L'Église et la lingua sabauda : rapports à Rome, missions et visites pastorales
Volume 10 — Comment l'Église catholique a nommé, utilisé et préservé la langue savoyarde (XVIe-XIXe siècle)
I. Les rapports ad limina : lingua sabauda et idioma sabaudicum
Les rapports des évêques de Chambéry et Saint-Jean-de-Maurienne à la Congrégation du Concile (Vatican) utilisent les termes latins lingua sabauda et idioma sabaudicum pour désigner l'ensemble des parlers vernaculaires du duché de Savoie. Les évêques de Maurienne rapportent que les habitants sont « linguae sabaudae addictissimi » (très attachés à leur langue savoyarde). Le Vatican percevait la Savoie comme une « citadelle de la foi » protégée par ses montagnes et sa langue.
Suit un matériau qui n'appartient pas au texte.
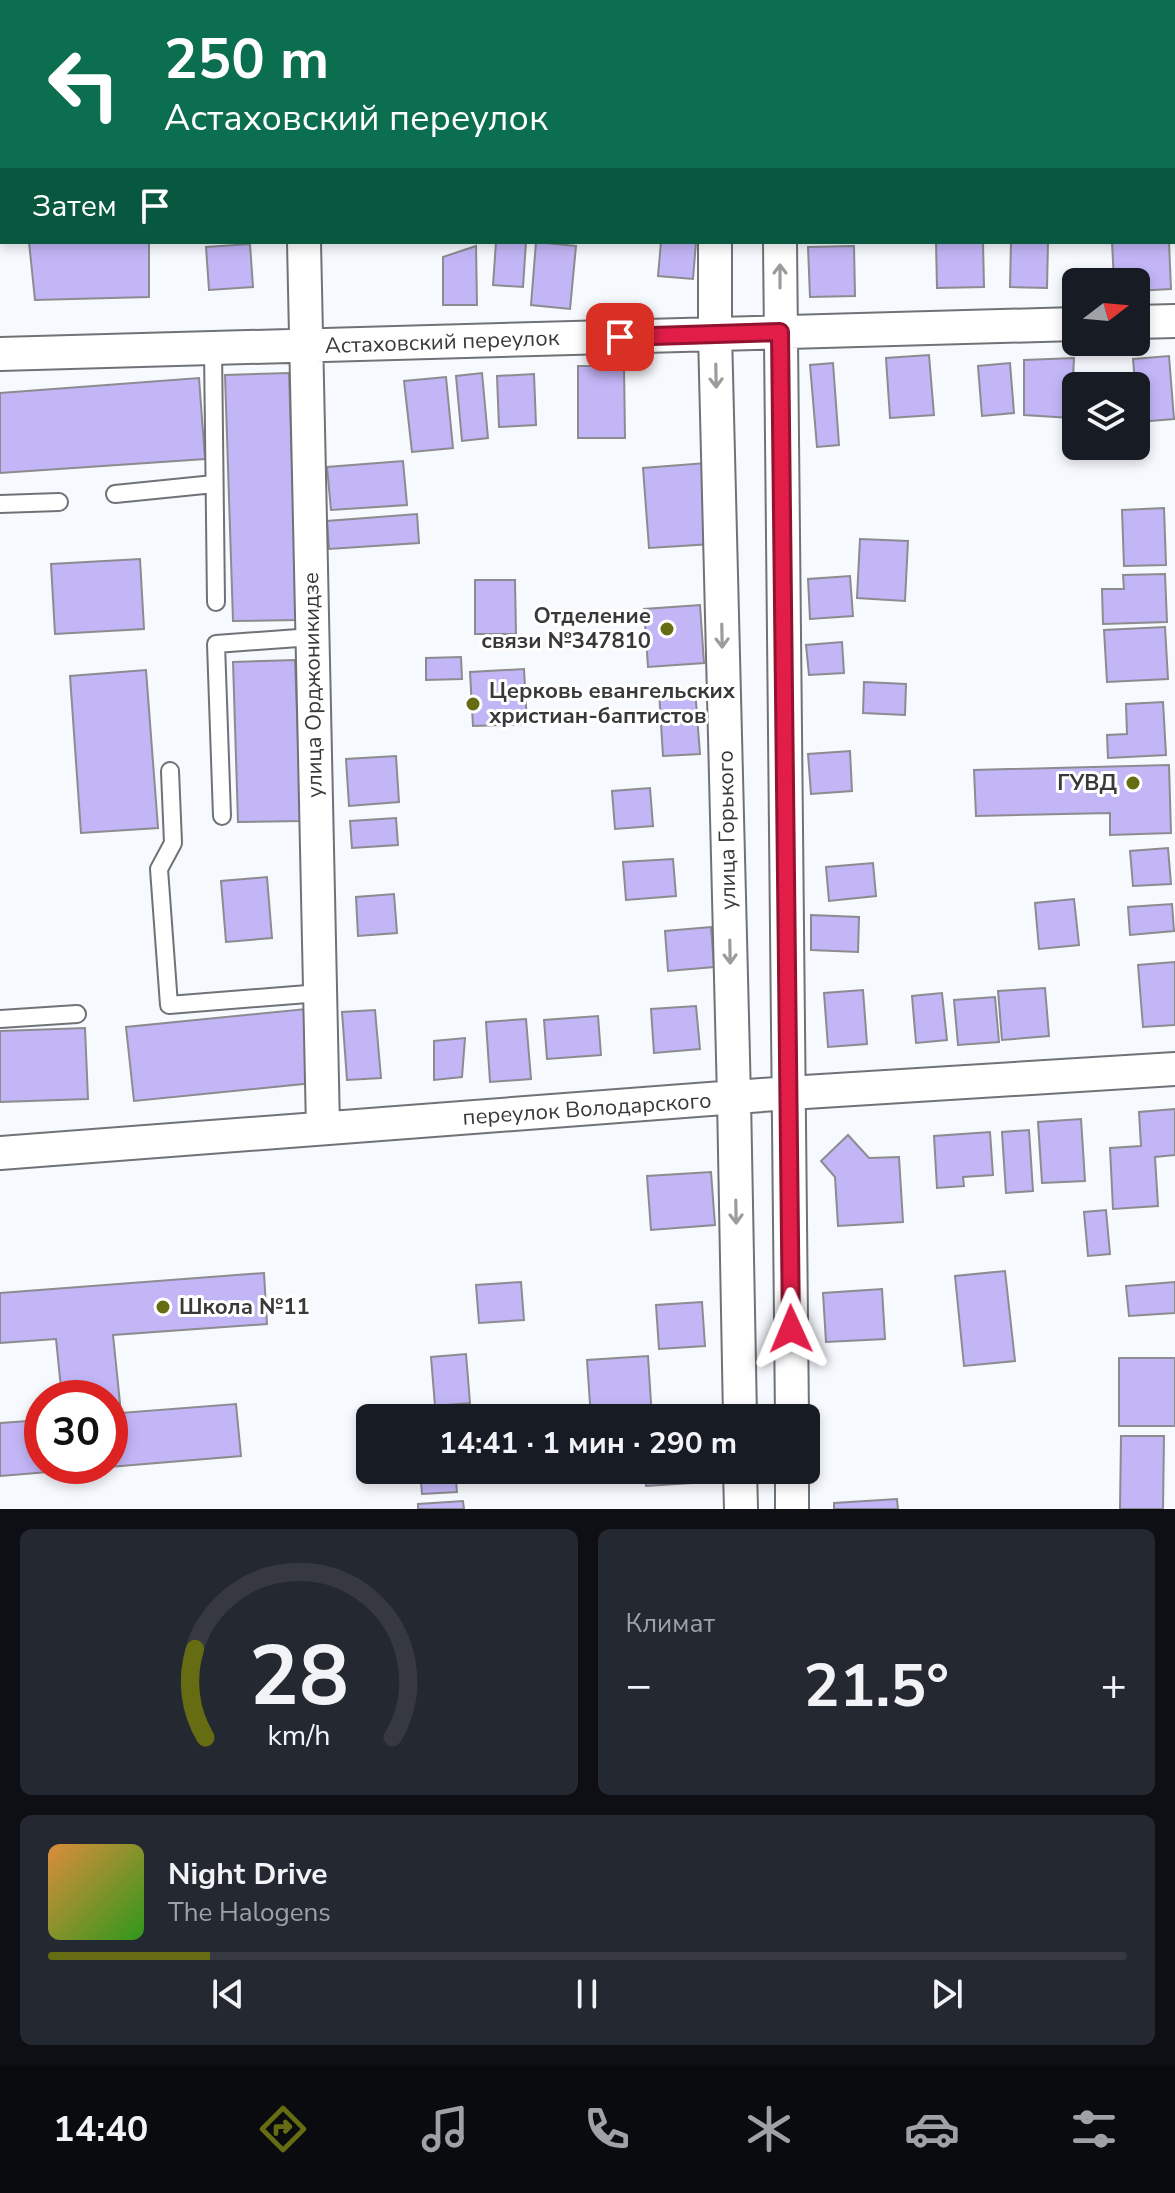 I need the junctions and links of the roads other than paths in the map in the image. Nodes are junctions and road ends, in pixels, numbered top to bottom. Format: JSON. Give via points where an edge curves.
{"nodes":[{"id":1,"x":304,"y":244,"type":"edge"},
{"id":2,"x":715,"y":244,"type":"edge"},
{"id":3,"x":780,"y":244,"type":"edge"},
{"id":4,"x":1175,"y":321,"type":"edge"},
{"id":5,"x":1150,"y":322,"type":"edge"},
{"id":6,"x":1062,"y":324,"type":"edge"},
{"id":7,"x":780,"y":332,"type":"junction"},
{"id":8,"x":715,"y":334,"type":"junction"},
{"id":9,"x":306,"y":347,"type":"junction"},
{"id":10,"x":213,"y":349,"type":"junction"},
{"id":11,"x":0,"y":354,"type":"edge"},
{"id":12,"x":214,"y":484,"type":"junction"},
{"id":13,"x":115,"y":494,"type":"dead end"},
{"id":14,"x":59,"y":502,"type":"dead end"},
{"id":15,"x":0,"y":504,"type":"edge"},
{"id":16,"x":216,"y":602,"type":"dead end"},
{"id":17,"x":312,"y":637,"type":"junction"},
{"id":18,"x":170,"y":771,"type":"dead end"},
{"id":19,"x":222,"y":816,"type":"dead end"},
{"id":20,"x":320,"y":993,"type":"junction"},
{"id":21,"x":77,"y":1014,"type":"dead end"},
{"id":22,"x":0,"y":1017,"type":"edge"},
{"id":23,"x":1175,"y":1069,"type":"edge"},
{"id":24,"x":789,"y":1093,"type":"junction"},
{"id":25,"x":734,"y":1098,"type":"junction"},
{"id":26,"x":323,"y":1128,"type":"junction"},
{"id":27,"x":0,"y":1153,"type":"edge"},
{"id":28,"x":740,"y":1404,"type":"edge"},
{"id":29,"x":792,"y":1404,"type":"edge"},
{"id":30,"x":740,"y":1484,"type":"edge"},
{"id":31,"x":792,"y":1484,"type":"edge"},
{"id":32,"x":741,"y":1509,"type":"edge"},
{"id":33,"x":792,"y":1509,"type":"edge"}],
"edges":[{"from":1,"to":9,"type":"street","name":"улица Орджоникидзе"},
{"from":2,"to":8,"type":"street","name":"улица Горького"},
{"from":7,"to":3,"type":"street","one_way":true},
{"from":4,"to":5,"type":"street"},
{"from":6,"to":7,"type":"street","name":"Астаховский переулок"},
{"from":7,"to":8,"type":"street","name":"Астаховский переулок"},
{"from":7,"to":24,"type":"street"},
{"from":8,"to":9,"type":"street","name":"Астаховский переулок"},
{"from":8,"to":25,"type":"street","name":"улица Горького","one_way":true},
{"from":9,"to":10,"type":"street","name":"Астаховский переулок"},
{"from":9,"to":17,"type":"street","name":"улица Орджоникидзе"},
{"from":10,"to":11,"type":"street","name":"Астаховский переулок"},
{"from":10,"to":12,"type":"lane"},
{"from":12,"to":13,"type":"lane"},
{"from":12,"to":16,"type":"lane"},
{"from":14,"to":15,"type":"lane"},
{"from":17,"to":19,"type":"lane","via":[[216,644]]},
{"from":17,"to":20,"type":"street","name":"улица Орджоникидзе"},
{"from":18,"to":20,"type":"lane","via":[[173,843],[159,869],[169,1005]]},
{"from":20,"to":26,"type":"street","name":"улица Орджоникидзе"},
{"from":21,"to":22,"type":"lane"},
{"from":23,"to":24,"type":"street","name":"переулок Володарского"},
{"from":24,"to":25,"type":"street","name":"переулок Володарского"},
{"from":24,"to":29,"type":"street"},
{"from":25,"to":26,"type":"street","name":"переулок Володарского"},
{"from":25,"to":28,"type":"street","name":"улица Горького","one_way":true},
{"from":26,"to":27,"type":"street","name":"переулок Володарского"},
{"from":30,"to":32,"type":"street"},
{"from":31,"to":33,"type":"street"}]}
Nomenclature latine dans les archives vaticanes
| Terme Latin | Connotation | Application |
|---|---|---|
| Lingua sabauda | Identitaire / politique | Description de la population du Duché |
| Idioma sabaudicum | Philologique | Système linguistique local |
| Lingua vernacula | Administrative | Catéchisme et confession |
| Lingua gallica | Culturelle | Prédication solennelle |
| Sermo vulgaris | Sociologique | Langage du commun |
Sources : Archivio Apostolico Vaticano (AAV), Congregazione del Concilio.
II. Les missionnaires : l'impératif d'apprendre le « savoyard »
François de Sales prônait l'usage du patois pour la reconquête du Chablais. Les archives diocésaines d'Annecy contiennent des instructions explicites demandant aux missionnaires d'apprendre le savoyard. L'échec de certaines missions était imputé à l'incapacité des religieux étrangers à comprendre les confessions en patois.
Les Capucins prêchaient en patois dans la rue, les Jésuites enseignaient en français mais catéchisaient en vernaculaire, les Oblats recevaient une formation spécifique au « parler des montagnes ».
III. Les visites pastorales : évolution terminologique
L'évolution des termes utilisés dans les procès-verbaux de visites pastorales reflète l'évolution de la perception :
| Siècle | Terme utilisé | Fonction |
|---|---|---|
| XVIe | Sermo rusticus | Constat d'inculture |
| XVIIe | Langue vulgaire | Prescription pour le catéchisme |
| XVIIIe | Patois / langue du pays | Observation de la diglossie |
| XIXe | Idiome local / savoyard | Étude folklorique |
Mgr Le Camus (Grenoble, fin XVIIe) mentionne la nécessité de prêcher dans le « langage du peuple ».
Sources : Archives diocésaines de Chambéry, Annecy, Aoste.
IV. La Congrégation de la Propagande et la Vallée d'Aoste
La Congregazione di Propaganda Fide utilise « savoiardo » pour le dialecte valdôtain. Ce label servait à inclure Aoste dans un bloc catholique fidèle à la Maison de Savoie, par opposition aux influences genevoises.
L'Église locale arguait que le « savoiardo » et le français étaient les seules langues capables de maintenir la foi dans la vallée, résistant à l'italianisation imposée par Turin. Le terme « savoiardo » servait de bouclier identitaire confessionnel.
V. Les Noëls savoyards : la langue au chœur
Le chanoine Victorin Ratel et d'autres érudits documentent les Noëls en patois comme outils de catéchèse vécue. Termes spécifiques : Chalande (Noël), Chauche-Vieille (figure folklorique), Matafan (nourriture des bergers).
Le patois fonctionnait comme une « liturgie parallèle » permettant au peuple de s'approprier le mystère de l'Incarnation dans sa propre langue.
Synthèse
L'Église n'a jamais eu pour politique l'éradication des parlers locaux. Elle a créé une « diglossie stabilisée » : le latin pour le mystère, le français pour l'ordre, le patois pour le cœur.
Le terme lingua sabauda dans les rapports à Rome constitue une attestation institutionnelle de premier ordre — c'est le Vatican lui-même qui nomme la langue « savoyarde ».
Les archives ecclésiastiques sont aujourd'hui le principal conservatoire de la langue populaire savoyarde des siècles passés.